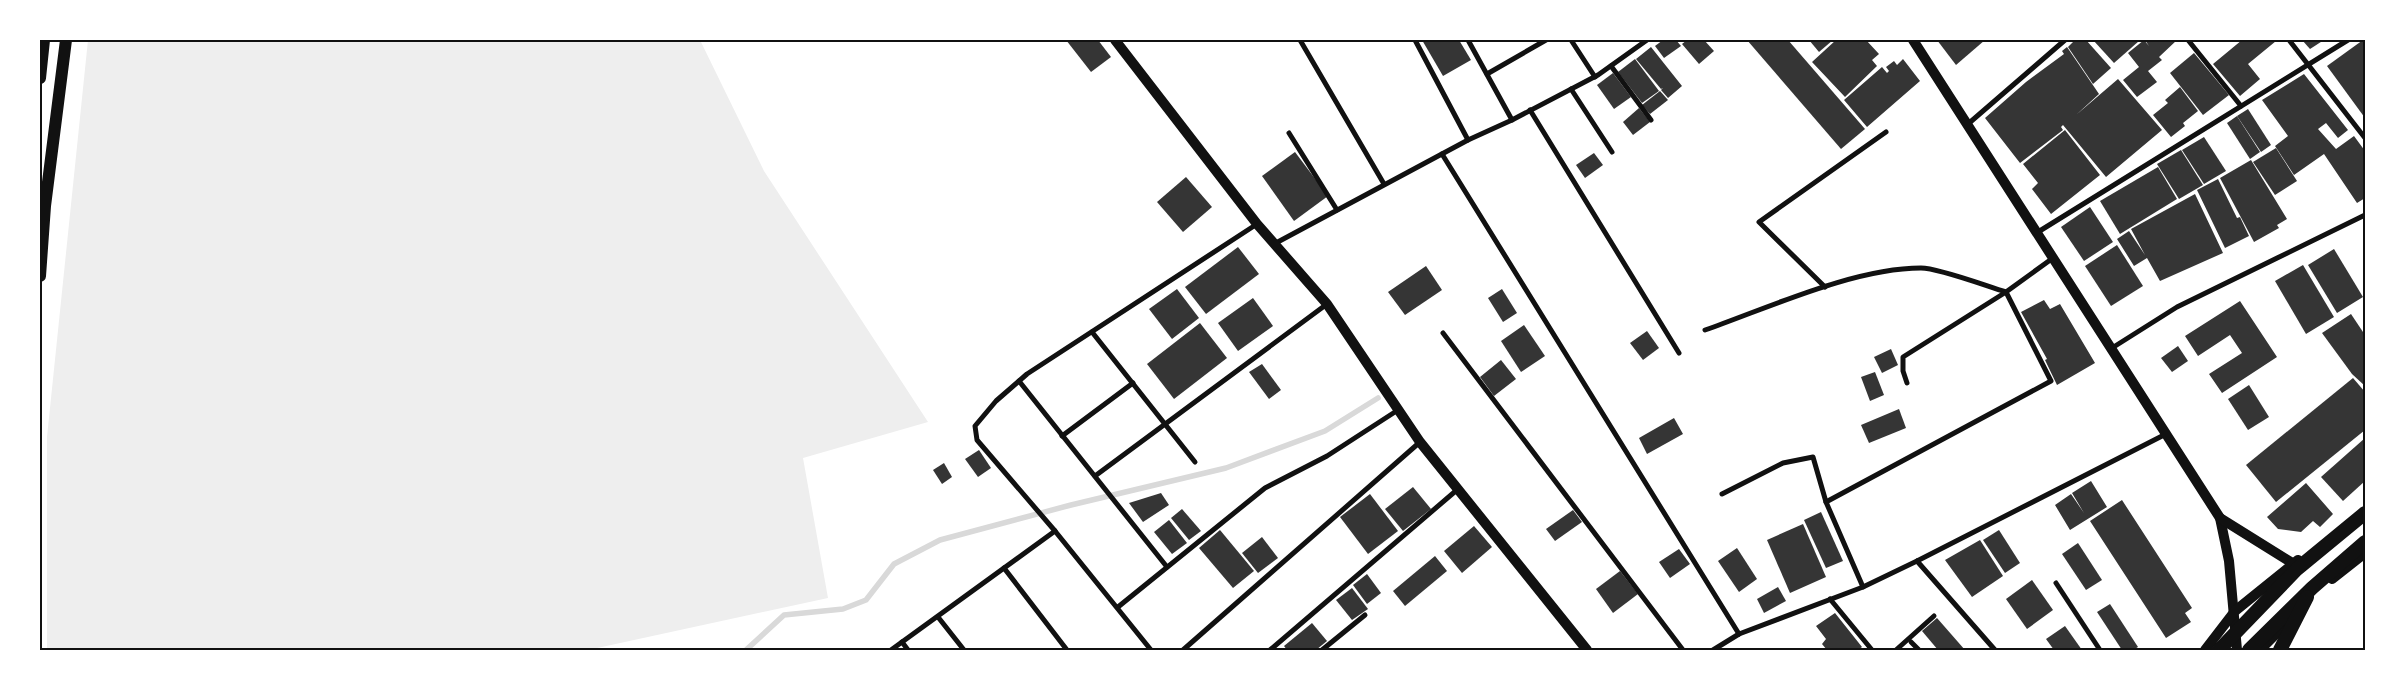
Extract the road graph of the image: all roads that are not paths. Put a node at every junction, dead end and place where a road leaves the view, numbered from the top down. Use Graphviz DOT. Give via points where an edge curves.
graph roads {
  1 [pos="44,40"];
  2 [pos="66,40"];
  3 [pos="1115,40"];
  4 [pos="1300,40"];
  5 [pos="1415,40"];
  6 [pos="1468,40"];
  7 [pos="1546,40"];
  8 [pos="1571,40"];
  9 [pos="1648,40"];
  10 [pos="1913,40"];
  11 [pos="2188,40"];
  12 [pos="2290,40"];
  13 [pos="2348,40"];
  14 [pos="2062,41"];
  15 [pos="2308,64"];
  16 [pos="1611,66"];
  17 [pos="1487,74"];
  18 [pos="1595,77"];
  19 [pos="40,78"];
  20 [pos="1571,89"];
  21 [pos="2241,106"];
  22 [pos="1530,110"];
  23 [pos="1512,120"];
  24 [pos="1651,120"];
  25 [pos="1968,124"];
  26 [pos="1886,132"];
  27 [pos="1289,133"];
  28 [pos="2365,138"];
  29 [pos="1468,140"];
  30 [pos="1612,152"];
  31 [pos="1442,154"];
  32 [pos="1384,184"];
  33 [pos="1337,210"];
  34 [pos="2365,215"];
  35 [pos="1257,224"];
  36 [pos="2038,232"];
  37 [pos="1274,244"];
  38 [pos="2054,258"];
  39 [pos="40,276"];
  40 [pos="1825,287"];
  41 [pos="2006,292"];
  42 [pos="1327,304"];
  43 [pos="1704,330"];
  44 [pos="1092,332"];
  45 [pos="1443,333"];
  46 [pos="2112,348"];
  47 [pos="1679,353"];
  48 [pos="1019,381"];
  49 [pos="1133,383"];
  50 [pos="1907,383"];
  51 [pos="1398,410"];
  52 [pos="1166,423"];
  53 [pos="2167,434"];
  54 [pos="1062,436"];
  55 [pos="1420,442"];
  56 [pos="1195,462"];
  57 [pos="1094,476"];
  58 [pos="1459,488"];
  59 [pos="1722,494"];
  60 [pos="1826,502"];
  61 [pos="2365,506"];
  62 [pos="2365,513"];
  63 [pos="2220,518"];
  64 [pos="1056,531"];
  65 [pos="2365,542"];
  66 [pos="2365,553"];
  67 [pos="1917,561"];
  68 [pos="2294,564"];
  69 [pos="1167,567"];
  70 [pos="1004,568"];
  71 [pos="2056,583"];
  72 [pos="1863,587"];
  73 [pos="2312,588"];
  74 [pos="1830,599"];
  75 [pos="1118,607"];
  76 [pos="2235,611"];
  77 [pos="1365,615"];
  78 [pos="1934,616"];
  79 [pos="938,617"];
  80 [pos="1739,634"];
  81 [pos="902,642"];
  82 [pos="1911,642"];
  83 [pos="891,650"];
  84 [pos="908,650"];
  85 [pos="964,650"];
  86 [pos="1067,650"];
  87 [pos="1151,650"];
  88 [pos="1183,650"];
  89 [pos="1270,650"];
  90 [pos="1322,650"];
  91 [pos="1587,650"];
  92 [pos="1683,650"];
  93 [pos="1714,650"];
  94 [pos="1872,650"];
  95 [pos="1896,650"];
  96 [pos="1919,650"];
  97 [pos="1994,650"];
  98 [pos="2100,650"];
  99 [pos="2205,650"];
  100 [pos="2219,650"];
  101 [pos="2237,650"];
  102 [pos="2249,650"];
  103 [pos="2260,650"];
  104 [pos="2280,650"];
  1 -- 19 [label="main road"];
  2 -- 39 [label="main road" via="45,206"];
  3 -- 35 [label="main road"];
  4 -- 32 [label="street"];
  5 -- 29 [label="street"];
  6 -- 17 [label="street"];
  7 -- 17 [label="street"];
  8 -- 18 [label="street"];
  9 -- 16 [label="street"];
  10 -- 25 [label="main road"];
  11 -- 21 [label="street"];
  12 -- 15 [label="street"];
  13 -- 15 [label="street"];
  14 -- 25 [label="street"];
  15 -- 21 [label="street"];
  15 -- 28 [label="street"];
  16 -- 18 [label="street"];
  16 -- 24 [label="street"];
  17 -- 23 [label="street"];
  18 -- 20 [label="street"];
  20 -- 22 [label="street"];
  20 -- 30 [label="street"];
  21 -- 36 [label="street"];
  22 -- 23 [label="street"];
  22 -- 47 [label="street"];
  23 -- 29 [label="street"];
  25 -- 36 [label="main road"];
  26 -- 40 [label="street" via="1759,222"];
  27 -- 33 [label="street"];
  29 -- 31 [label="street"];
  31 -- 32 [label="street"];
  31 -- 80 [label="street"];
  32 -- 33 [label="street"];
  33 -- 37 [label="street"];
  34 -- 46 [label="street" via="2177,307"];
  35 -- 37 [label="main road"];
  35 -- 44 [label="street"];
  36 -- 38 [label="main road"];
  37 -- 42 [label="main road"];
  38 -- 41 [label="street"];
  38 -- 46 [label="main road"];
  40 -- 41 [label="street" via="1862,276 1923,268"];
  40 -- 43 [label="street"];
  41 -- 50 [label="street" via="1903,357"];
  41 -- 60 [label="street" via="2051,381"];
  42 -- 51 [label="main road"];
  42 -- 52 [label="street"];
  44 -- 48 [label="street"];
  44 -- 49 [label="street"];
  45 -- 92 [label="street"];
  46 -- 53 [label="main road"];
  48 -- 54 [label="street"];
  48 -- 64 [label="street" via="975,426 977,440"];
  49 -- 52 [label="street"];
  49 -- 54 [label="street"];
  51 -- 55 [label="main road"];
  51 -- 69 [label="street" via="1327,456 1265,488"];
  52 -- 56 [label="street"];
  52 -- 57 [label="street"];
  53 -- 63 [label="main road"];
  53 -- 67 [label="street"];
  54 -- 57 [label="street"];
  55 -- 58 [label="main road"];
  55 -- 88 [label="street"];
  57 -- 69 [label="street"];
  58 -- 89 [label="street"];
  58 -- 91 [label="main road"];
  59 -- 60 [label="street" via="1784,463 1813,457"];
  60 -- 72 [label="street"];
  61 -- 68 [label="main road"];
  62 -- 100 [label="highway" via="2297,569"];
  63 -- 68 [label="main road"];
  63 -- 76 [label="main road"];
  64 -- 70 [label="street"];
  64 -- 75 [label="street"];
  65 -- 73 [label="highway"];
  66 -- 103 [label="main road" via="2325,584"];
  67 -- 72 [label="street"];
  67 -- 97 [label="street"];
  68 -- 76 [label="main road"];
  69 -- 75 [label="street"];
  70 -- 79 [label="street"];
  70 -- 86 [label="street"];
  71 -- 98 [label="street"];
  72 -- 74 [label="street"];
  73 -- 102 [label="highway"];
  73 -- 104 [label="highway"];
  74 -- 80 [label="street"];
  74 -- 94 [label="street"];
  75 -- 87 [label="street"];
  76 -- 99 [label="main road"];
  76 -- 101 [label="main road"];
  77 -- 90 [label="street"];
  78 -- 95 [label="street"];
  79 -- 81 [label="street"];
  79 -- 85 [label="street"];
  80 -- 93 [label="street"];
  81 -- 83 [label="street"];
  81 -- 84 [label="street"];
  82 -- 96 [label="street"];
}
:::
[To do]:
The listing above should be repeated word for word, with every image left out.

[Written response]:
Extract the road graph of the image: all roads that are not paths. Put a node at every junction, dead end and place where a road leaves the view, numbered from the top down. Use Graphviz DOT. Give via points where an edge curves.
graph roads {
  1 [pos="44,40"];
  2 [pos="66,40"];
  3 [pos="1115,40"];
  4 [pos="1300,40"];
  5 [pos="1415,40"];
  6 [pos="1468,40"];
  7 [pos="1546,40"];
  8 [pos="1571,40"];
  9 [pos="1648,40"];
  10 [pos="1913,40"];
  11 [pos="2188,40"];
  12 [pos="2290,40"];
  13 [pos="2348,40"];
  14 [pos="2062,41"];
  15 [pos="2308,64"];
  16 [pos="1611,66"];
  17 [pos="1487,74"];
  18 [pos="1595,77"];
  19 [pos="40,78"];
  20 [pos="1571,89"];
  21 [pos="2241,106"];
  22 [pos="1530,110"];
  23 [pos="1512,120"];
  24 [pos="1651,120"];
  25 [pos="1968,124"];
  26 [pos="1886,132"];
  27 [pos="1289,133"];
  28 [pos="2365,138"];
  29 [pos="1468,140"];
  30 [pos="1612,152"];
  31 [pos="1442,154"];
  32 [pos="1384,184"];
  33 [pos="1337,210"];
  34 [pos="2365,215"];
  35 [pos="1257,224"];
  36 [pos="2038,232"];
  37 [pos="1274,244"];
  38 [pos="2054,258"];
  39 [pos="40,276"];
  40 [pos="1825,287"];
  41 [pos="2006,292"];
  42 [pos="1327,304"];
  43 [pos="1704,330"];
  44 [pos="1092,332"];
  45 [pos="1443,333"];
  46 [pos="2112,348"];
  47 [pos="1679,353"];
  48 [pos="1019,381"];
  49 [pos="1133,383"];
  50 [pos="1907,383"];
  51 [pos="1398,410"];
  52 [pos="1166,423"];
  53 [pos="2167,434"];
  54 [pos="1062,436"];
  55 [pos="1420,442"];
  56 [pos="1195,462"];
  57 [pos="1094,476"];
  58 [pos="1459,488"];
  59 [pos="1722,494"];
  60 [pos="1826,502"];
  61 [pos="2365,506"];
  62 [pos="2365,513"];
  63 [pos="2220,518"];
  64 [pos="1056,531"];
  65 [pos="2365,542"];
  66 [pos="2365,553"];
  67 [pos="1917,561"];
  68 [pos="2294,564"];
  69 [pos="1167,567"];
  70 [pos="1004,568"];
  71 [pos="2056,583"];
  72 [pos="1863,587"];
  73 [pos="2312,588"];
  74 [pos="1830,599"];
  75 [pos="1118,607"];
  76 [pos="2235,611"];
  77 [pos="1365,615"];
  78 [pos="1934,616"];
  79 [pos="938,617"];
  80 [pos="1739,634"];
  81 [pos="902,642"];
  82 [pos="1911,642"];
  83 [pos="891,650"];
  84 [pos="908,650"];
  85 [pos="964,650"];
  86 [pos="1067,650"];
  87 [pos="1151,650"];
  88 [pos="1183,650"];
  89 [pos="1270,650"];
  90 [pos="1322,650"];
  91 [pos="1587,650"];
  92 [pos="1683,650"];
  93 [pos="1714,650"];
  94 [pos="1872,650"];
  95 [pos="1896,650"];
  96 [pos="1919,650"];
  97 [pos="1994,650"];
  98 [pos="2100,650"];
  99 [pos="2205,650"];
  100 [pos="2219,650"];
  101 [pos="2237,650"];
  102 [pos="2249,650"];
  103 [pos="2260,650"];
  104 [pos="2280,650"];
  1 -- 19 [label="main road"];
  2 -- 39 [label="main road" via="45,206"];
  3 -- 35 [label="main road"];
  4 -- 32 [label="street"];
  5 -- 29 [label="street"];
  6 -- 17 [label="street"];
  7 -- 17 [label="street"];
  8 -- 18 [label="street"];
  9 -- 16 [label="street"];
  10 -- 25 [label="main road"];
  11 -- 21 [label="street"];
  12 -- 15 [label="street"];
  13 -- 15 [label="street"];
  14 -- 25 [label="street"];
  15 -- 21 [label="street"];
  15 -- 28 [label="street"];
  16 -- 18 [label="street"];
  16 -- 24 [label="street"];
  17 -- 23 [label="street"];
  18 -- 20 [label="street"];
  20 -- 22 [label="street"];
  20 -- 30 [label="street"];
  21 -- 36 [label="street"];
  22 -- 23 [label="street"];
  22 -- 47 [label="street"];
  23 -- 29 [label="street"];
  25 -- 36 [label="main road"];
  26 -- 40 [label="street" via="1759,222"];
  27 -- 33 [label="street"];
  29 -- 31 [label="street"];
  31 -- 32 [label="street"];
  31 -- 80 [label="street"];
  32 -- 33 [label="street"];
  33 -- 37 [label="street"];
  34 -- 46 [label="street" via="2177,307"];
  35 -- 37 [label="main road"];
  35 -- 44 [label="street"];
  36 -- 38 [label="main road"];
  37 -- 42 [label="main road"];
  38 -- 41 [label="street"];
  38 -- 46 [label="main road"];
  40 -- 41 [label="street" via="1862,276 1923,268"];
  40 -- 43 [label="street"];
  41 -- 50 [label="street" via="1903,357"];
  41 -- 60 [label="street" via="2051,381"];
  42 -- 51 [label="main road"];
  42 -- 52 [label="street"];
  44 -- 48 [label="street"];
  44 -- 49 [label="street"];
  45 -- 92 [label="street"];
  46 -- 53 [label="main road"];
  48 -- 54 [label="street"];
  48 -- 64 [label="street" via="975,426 977,440"];
  49 -- 52 [label="street"];
  49 -- 54 [label="street"];
  51 -- 55 [label="main road"];
  51 -- 69 [label="street" via="1327,456 1265,488"];
  52 -- 56 [label="street"];
  52 -- 57 [label="street"];
  53 -- 63 [label="main road"];
  53 -- 67 [label="street"];
  54 -- 57 [label="street"];
  55 -- 58 [label="main road"];
  55 -- 88 [label="street"];
  57 -- 69 [label="street"];
  58 -- 89 [label="street"];
  58 -- 91 [label="main road"];
  59 -- 60 [label="street" via="1784,463 1813,457"];
  60 -- 72 [label="street"];
  61 -- 68 [label="main road"];
  62 -- 100 [label="highway" via="2297,569"];
  63 -- 68 [label="main road"];
  63 -- 76 [label="main road"];
  64 -- 70 [label="street"];
  64 -- 75 [label="street"];
  65 -- 73 [label="highway"];
  66 -- 103 [label="main road" via="2325,584"];
  67 -- 72 [label="street"];
  67 -- 97 [label="street"];
  68 -- 76 [label="main road"];
  69 -- 75 [label="street"];
  70 -- 79 [label="street"];
  70 -- 86 [label="street"];
  71 -- 98 [label="street"];
  72 -- 74 [label="street"];
  73 -- 102 [label="highway"];
  73 -- 104 [label="highway"];
  74 -- 80 [label="street"];
  74 -- 94 [label="street"];
  75 -- 87 [label="street"];
  76 -- 99 [label="main road"];
  76 -- 101 [label="main road"];
  77 -- 90 [label="street"];
  78 -- 95 [label="street"];
  79 -- 81 [label="street"];
  79 -- 85 [label="street"];
  80 -- 93 [label="street"];
  81 -- 83 [label="street"];
  81 -- 84 [label="street"];
  82 -- 96 [label="street"];
}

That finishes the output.